Our last experiment uses the kitchen data set (De la Torre 2008) from the CMU Quality of Life Grand Challenge, which records human subjects cooking a variety of dishes. Here, we attempt nonlinear alignments between the same subject and task, across different sensors.

Our experiment considers two separate views of the same moment in time, during which the subject prepares a brownie. The two views are 9-dimensional inertial measurement unit (IMU) readings and 87-dimensional motion capture suit coordinates (MOCAP). Aligning two views of the same task provides a straightforward evaluation metric, because the time stamps on each reading yield ground-truth correspondence information. To make the problem computationally feasible, we subsampled the original data sets. Each manifold warping method performs better than CTW, based on the results shown below in Figure \ref{fig:SandwichEmbeddings}, Figure \ref{fig:SandwichWarpingPaths}, and Table \ref{tab:AlignmentErrors}.

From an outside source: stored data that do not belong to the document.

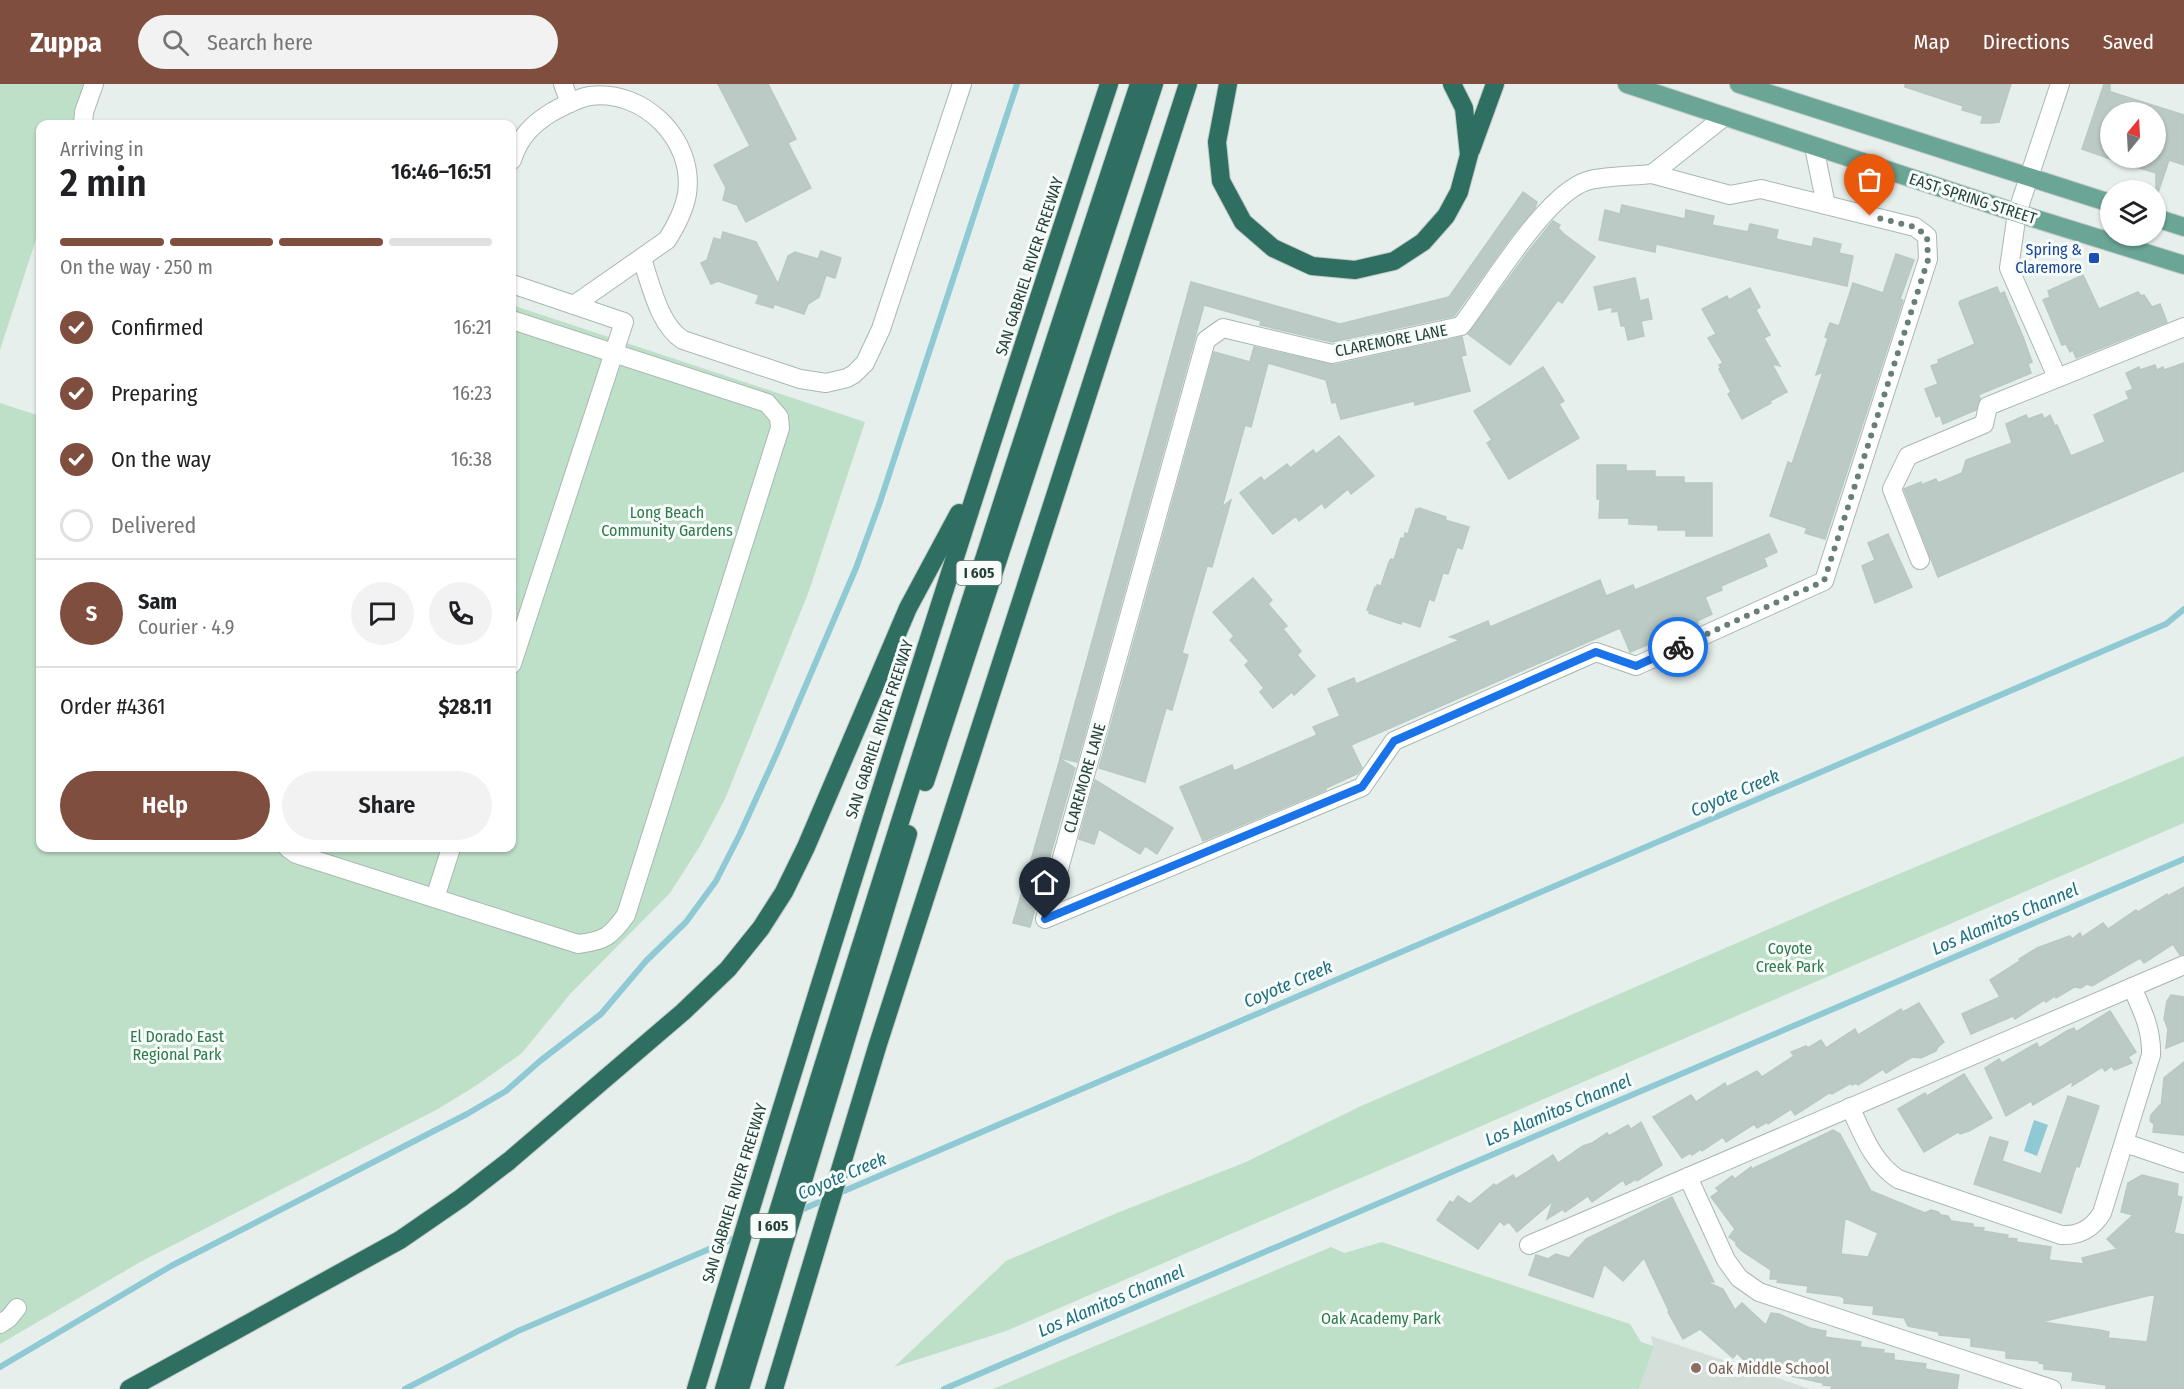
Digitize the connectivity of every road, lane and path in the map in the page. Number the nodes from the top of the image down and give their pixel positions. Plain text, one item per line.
1 (94, 84) edge
2 (562, 84) edge
3 (962, 84) edge
4 (1109, 84) edge
5 (1139, 84) edge
6 (1154, 84) edge
7 (1188, 84) edge
8 (1228, 84) edge
9 (1452, 84) edge
10 (1495, 84) edge
11 (1627, 84) edge
12 (1739, 84) edge
13 (2060, 84) edge
14 (570, 103) junction
15 (1724, 117) junction
16 (83, 120) edge
17 (516, 147) edge
18 (1814, 147) junction
19 (1469, 155) junction
20 (1652, 174) junction
21 (2030, 177) junction
22 (2100, 200) edge
23 (1826, 205) junction
24 (2018, 213) junction
25 (2166, 221) edge
26 (2184, 227) edge
27 (642, 259) junction
28 (2184, 265) edge
29 (516, 285) edge
30 (574, 305) junction
31 (516, 321) edge
32 (2184, 327) edge
33 (613, 353) junction
34 (2057, 377) junction
35 (980, 475) junction
36 (1920, 560) dead end
37 (516, 652) edge
38 (293, 852) edge
39 (450, 852) edge
40 (435, 898) junction
41 (2184, 965) edge
42 (2132, 987) junction
43 (831, 1061) junction
44 (1850, 1107) junction
45 (2125, 1143) junction
46 (2184, 1163) edge
47 (1688, 1177) junction
48 (1529, 1245) dead end
49 (17, 1308) dead end
50 (0, 1324) edge
51 (129, 1389) edge
52 (696, 1389) edge
53 (724, 1389) edge
54 (740, 1389) edge
55 (774, 1389) edge
56 (2052, 1389) edge

1 - 16 street
2 - 14 street
3 - 27 street
4 - 35 highway, SAN GABRIEL RIVER FREEWAY / I 605
5 - 43 highway, I 605
6 - 43 highway, I 605
7 - 55 highway, I 605
8 - 19 highway
9 - 19 highway
10 - 19 highway
11 - 15 main road, EAST SPRING STREET
12 - 21 main road
13 - 21 street
14 - 17 street
14 - 27 street
15 - 18 main road, EAST SPRING STREET
15 - 20 street
18 - 23 street
18 - 24 main road, EAST SPRING STREET
20 - 23 street, CLAREMORE LANE
20 - 23 street, CLAREMORE LANE
21 - 22 main road
21 - 24 street
24 - 28 main road, EAST SPRING STREET
24 - 34 street
25 - 26 main road
27 - 30 street
29 - 30 street
30 - 33 street
31 - 33 street
32 - 34 street
33 - 37 street
33 - 40 street
34 - 36 street
35 - 51 highway
35 - 52 highway, SAN GABRIEL RIVER FREEWAY / I 605
38 - 40 street
39 - 40 street
41 - 42 street
42 - 44 street
42 - 45 street
43 - 53 highway, I 605
43 - 54 highway, I 605
44 - 45 street
44 - 47 street
45 - 46 street
47 - 48 street
47 - 56 street
49 - 50 street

The embeddings of two sensors measurements series IMU and MOCAP for a kitchen task.
Result warping path of each algorithm's alignment for the kitchen data set experiment

# Discussion and Future Work

Due to the lack of a linearity constraint, manifold warping consistently performs better than CTW when the inputs lie on manifolds that are not accessible via linear transformations. Even in the linear case, the alignment quality of manifold warping is at just as good as CTW.

Importantly, this improved alignment quality does not impose significant runtime overhead. Both algorithms rely on the same DTW step, and tuned implementations of manifold alignment are comparable in runtime to the CCA step used in CTW. We found that while each manifold warping iteration is marginally slower than a similar CTW iteration, manifold warping tends to converge with fewer steps. Speedups may be possible by using a relaxed variation of DTW for the first few iterations, and parallelizing the initial alignments of the two-step algorithm.

Both the one-step and two-step manifold warping algorithms are natural extensions of canonical time warping on manifolds, and the results presented in this paper indicate that this added information has the potential to significantly improve alignment quality.

Several variants of DTW and manifold alignment may prove beneficial within the manifold warping framework. Future work will explore multiscale and local alignment strategies, enabling broader applications for manifold warping.